Apple’s stock was downgraded for a second time since its earnings report, this time by Rosenblatt Securities, which said it has lowered its expectations for iPhone production and shipments.
The firm cut its rating on the largest public company in the U.S. to neutral from buy, telling clients that it will be difficult for Apple to offset weaker volume with higher selling prices in the second half of 2019.
“Calendar fourth-quarter guidance reflects our cautious view on weaker than expected sell-through and production reductions for iPhone XS/XR,” analyst Jun Zhang wrote in Friday’s note. We “downgrade to neutral.”
Apple also was downgraded by Bank of America Merrill Lynch on Friday.
Apple — which on Friday posted its fifth consecutive week of stock losses for the first time since 2012 — finished that day down 6.6 percent, its worst one-day move since January 2014. The company on Thursday evening reported iPhone sales that missed estimates, gave disappointing revenue guidance and said it would no longer report iPhone unit sales.
Apple’s stock fell 4 percent Monday to below $200 per share following the second downgrade.
Apple posted revenue and earnings per share numbers that surpassed Wall Street’s expectations for the fourth fiscal quarter.
Still, Rosenblatt’s Zhang held his price target steady at $200, implying 3.6 percent downside.

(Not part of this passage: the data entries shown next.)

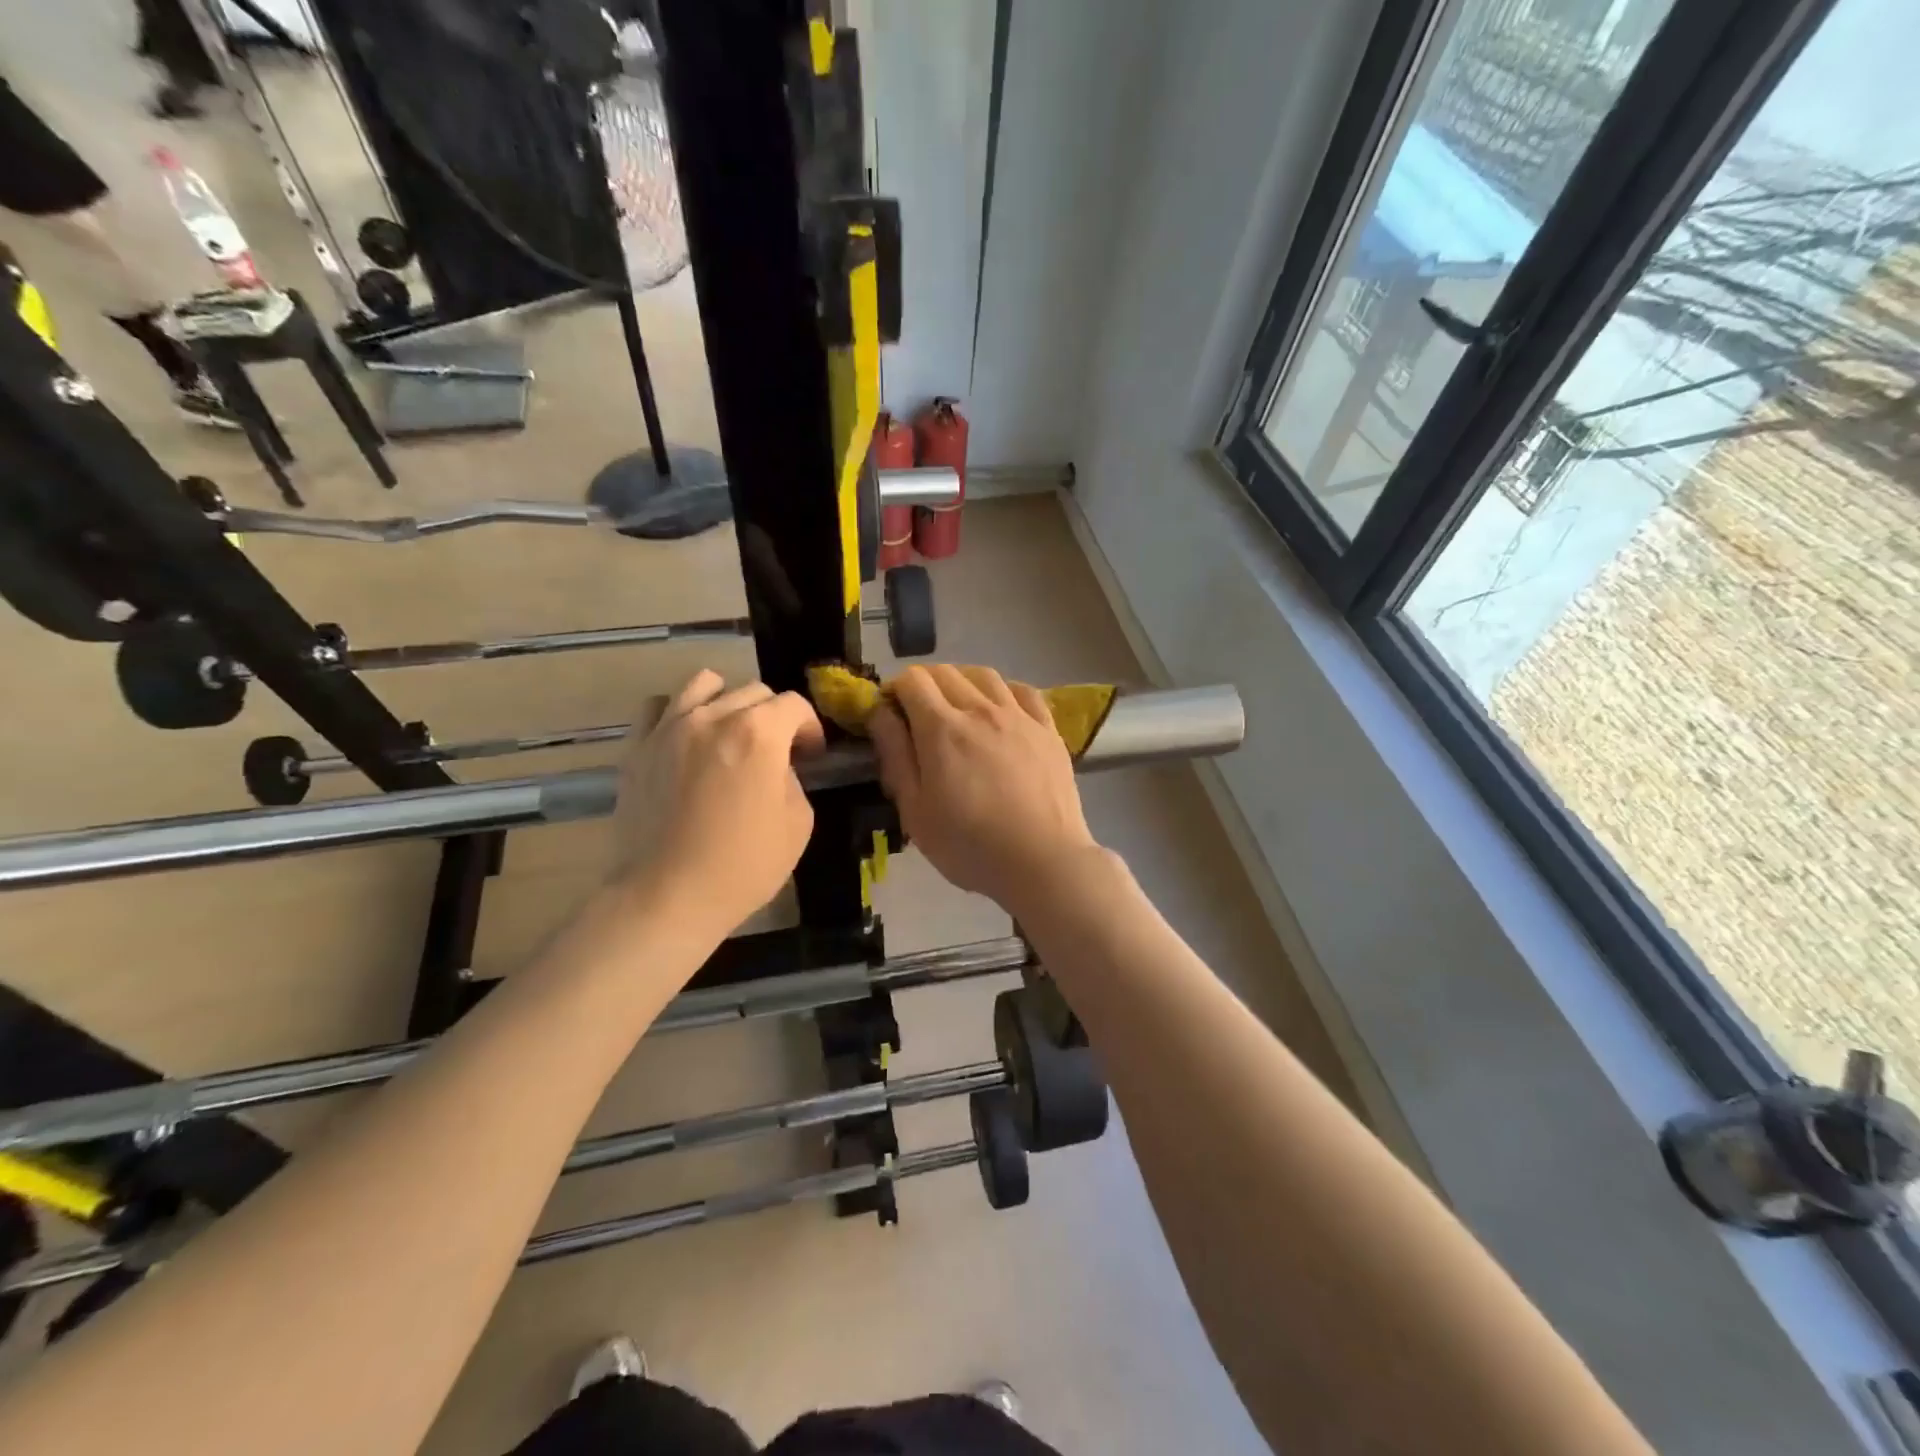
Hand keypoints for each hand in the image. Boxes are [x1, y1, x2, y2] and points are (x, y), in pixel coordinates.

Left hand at [609, 670, 824, 937]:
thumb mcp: (798, 823)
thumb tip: (777, 767)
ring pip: (704, 683)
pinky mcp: (638, 747)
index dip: (810, 728)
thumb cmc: (743, 865)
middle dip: (773, 716)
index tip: (811, 755)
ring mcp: (670, 728)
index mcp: (759, 733)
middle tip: (775, 751)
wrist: (667, 896)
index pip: (794, 705)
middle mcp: (714, 717)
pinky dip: (679, 712)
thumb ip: (792, 779)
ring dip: (727, 701)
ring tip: (729, 732)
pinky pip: (660, 706)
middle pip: (753, 691)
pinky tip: (687, 738)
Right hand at [869, 664, 1099, 914]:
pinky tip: (1001, 708)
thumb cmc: (970, 845)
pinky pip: (1023, 691)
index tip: (891, 713)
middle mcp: (980, 709)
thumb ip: (896, 756)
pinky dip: (1004, 690)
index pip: (912, 681)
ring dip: (962, 680)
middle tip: (918, 712)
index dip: (895, 690)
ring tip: (957, 704)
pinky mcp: (1048, 729)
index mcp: (941, 728)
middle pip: (946, 672)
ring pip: (985, 675)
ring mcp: (1019, 716)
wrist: (1043, 860)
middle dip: (924, 683)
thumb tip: (880, 714)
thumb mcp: (915, 810)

“We believe Apple’s slightly soft guidance reflects our recent view that Apple will reduce iPhone production (our estimates of a 6-million-unit production cut),” Zhang said. “The iPhone Max has been selling well and will most likely help increase average selling price and gross margin, but we believe it will be difficult for ASP to grow in the second half of calendar-2019.”
The Rosenblatt downgrade echoes that issued by Bank of America, with analyst Wamsi Mohan advising clients that slower growth in app store revenue, soft December-quarter guidance and weaker emerging market trends all expected to drag on the stock.
The analyst also lowered his 12-month price target to $220 from $235.